All of lore.kernel.org
 help / color / mirror / Atom feed
From: "Kirill A. Shutemov" <kirill.shutemov@linux.intel.com>
To: tglx@linutronix.de, mingo@redhat.com, bp@alien8.de,
	dave.hansen@intel.com, luto@kernel.org, peterz@infradead.org
Cc: sathyanarayanan.kuppuswamy@linux.intel.com, aarcange@redhat.com,
	ak@linux.intel.com, dan.j.williams@intel.com, david@redhat.com,
	hpa@zytor.com, jgross@suse.com, jmattson@google.com,
	joro@8bytes.org, jpoimboe@redhat.com, knsathya@kernel.org,
	pbonzini@redhat.com, sdeep@vmware.com, seanjc@google.com,
	tony.luck@intel.com, vkuznets@redhat.com, wanpengli@tencent.com,
	thomas.lendacky@amd.com, brijesh.singh@amd.com, x86@kernel.org,
	linux-kernel@vger.kernel.org,
	Sean Christopherson <sean.j.christopherson@intel.com>,
	"Rafael J . Wysocki" <rafael.j.wysocki@intel.com>,
	"Kirill A . Shutemov" <kirill.shutemov@linux.intel.com>,
	Dave Hansen <dave.hansen@linux.intel.com>
Subject: [PATCHv8 21/30] x86/acpi, x86/boot: Add multiprocessor wake-up support
Date: Wed,  6 Apr 2022 02:29:30 +0300	[thread overview]
Message-ID: <20220405232939.73860-22-kirill.shutemov@linux.intel.com> (raw)
In-Reply-To: <20220405232939.73860-1-kirill.shutemov@linux.intel.com>

From: Kuppuswamy Sathyanarayanan <sathyanarayanan.kuppuswamy@linux.intel.com>

Secondary CPU startup is currently performed with something called
the "INIT/SIPI protocol".  This protocol requires assistance from
VMMs to boot guests.  As should be a familiar story by now, that
support can not be provded to TDX guests because TDX VMMs are
not trusted by guests.

To remedy this situation a new[1] "Multiprocessor Wakeup Structure"
has been added to to an existing ACPI table (MADT).  This structure
provides the physical address of a "mailbox".  A write to the mailbox
then steers the secondary CPU to the boot code.

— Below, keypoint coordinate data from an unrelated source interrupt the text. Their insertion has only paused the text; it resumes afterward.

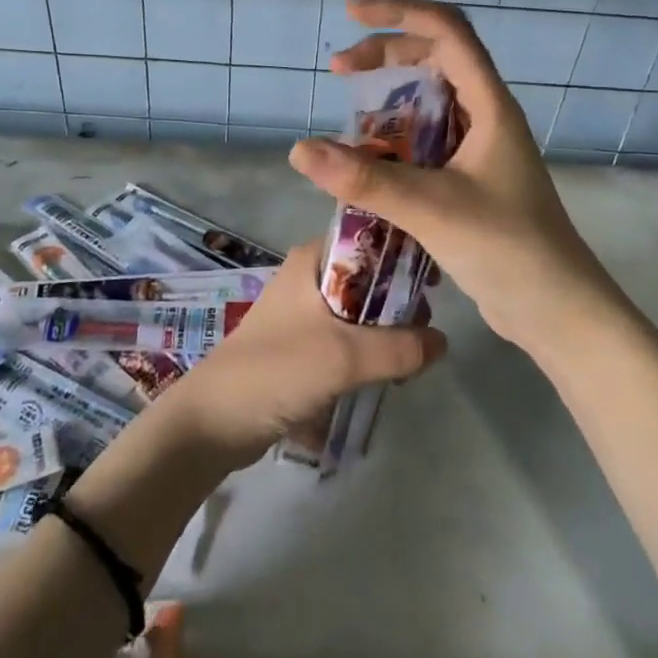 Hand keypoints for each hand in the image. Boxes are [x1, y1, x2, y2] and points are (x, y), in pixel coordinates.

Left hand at [154, 241, 446, 467]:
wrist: (214, 420)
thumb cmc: (277, 370)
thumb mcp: (345, 356)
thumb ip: (400, 347)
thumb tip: (443, 341)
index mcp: (314, 258)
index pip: (370, 236)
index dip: (405, 254)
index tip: (435, 282)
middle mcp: (310, 275)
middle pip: (370, 275)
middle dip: (400, 302)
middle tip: (425, 334)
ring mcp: (305, 310)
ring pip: (362, 309)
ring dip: (388, 332)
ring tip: (410, 362)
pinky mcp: (304, 342)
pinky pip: (349, 336)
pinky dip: (370, 350)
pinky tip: (388, 375)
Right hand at [288, 0, 616, 350]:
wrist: (557, 310)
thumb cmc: (508, 248)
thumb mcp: (433, 209)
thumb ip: (367, 179)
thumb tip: (300, 150)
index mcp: (490, 105)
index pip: (447, 31)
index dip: (400, 12)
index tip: (351, 15)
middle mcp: (486, 115)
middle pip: (436, 56)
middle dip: (386, 52)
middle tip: (339, 69)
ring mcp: (480, 146)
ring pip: (431, 98)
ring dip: (390, 94)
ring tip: (349, 113)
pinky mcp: (471, 176)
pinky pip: (428, 137)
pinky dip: (396, 134)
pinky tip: (370, 157)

Add ACPI MADT wake structure parsing support and wake support.  Use
this support to wake CPUs whenever it is present instead of INIT/SIPI.

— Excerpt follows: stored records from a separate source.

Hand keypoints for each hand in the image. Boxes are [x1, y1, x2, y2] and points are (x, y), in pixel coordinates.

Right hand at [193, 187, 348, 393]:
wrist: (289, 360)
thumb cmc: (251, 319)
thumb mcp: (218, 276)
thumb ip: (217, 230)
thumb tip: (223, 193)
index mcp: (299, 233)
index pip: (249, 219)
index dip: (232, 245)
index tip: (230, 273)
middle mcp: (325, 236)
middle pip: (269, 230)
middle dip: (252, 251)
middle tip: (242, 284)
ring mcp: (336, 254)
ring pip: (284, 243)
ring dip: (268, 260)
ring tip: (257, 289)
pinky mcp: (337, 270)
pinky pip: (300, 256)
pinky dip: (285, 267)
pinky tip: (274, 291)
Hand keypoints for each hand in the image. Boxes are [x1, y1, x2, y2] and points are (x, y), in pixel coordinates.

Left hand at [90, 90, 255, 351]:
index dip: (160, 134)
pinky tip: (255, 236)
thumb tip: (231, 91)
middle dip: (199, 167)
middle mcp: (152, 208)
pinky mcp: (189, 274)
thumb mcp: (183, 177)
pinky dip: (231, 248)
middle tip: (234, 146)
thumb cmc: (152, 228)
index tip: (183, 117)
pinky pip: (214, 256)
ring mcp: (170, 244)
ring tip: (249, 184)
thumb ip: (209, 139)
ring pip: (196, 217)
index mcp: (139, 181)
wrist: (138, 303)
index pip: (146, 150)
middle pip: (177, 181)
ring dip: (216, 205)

While this structure can theoretically be used on 32-bit kernels,
there are no 32-bit TDX guest kernels.  It has not been tested and
can not practically *be* tested on 32-bit.  Make it 64-bit only.

1. Details about the new structure can be found in ACPI v6.4, in the
   "Multiprocessor Wakeup Structure" section.

Co-developed-by: Sean Christopherson <sean.j.christopherson@intel.com>
Signed-off-by: Sean Christopherson <sean.j.christopherson@intel.com>
Reviewed-by: Andi Kleen <ak@linux.intel.com>
Reviewed-by: Rafael J. Wysocki <rafael.j.wysocki@intel.com>
Signed-off-by: Kuppuswamy Sathyanarayanan <sathyanarayanan.kuppuswamy@linux.intel.com>
Signed-off-by: Kirill A. Shutemov <kirill.shutemov@linux.intel.com>
Reviewed-by: Dave Hansen <dave.hansen@linux.intel.com>
---
 arch/x86/include/asm/apic.h |  5 ++
 arch/x86/kernel/acpi/boot.c | 93 ++++++++++++++++++++++++++++++++++++-
 arch/x86/kernel/apic/apic.c | 10 ++++
 3 files changed, 107 insertions(+), 1 deletion(-)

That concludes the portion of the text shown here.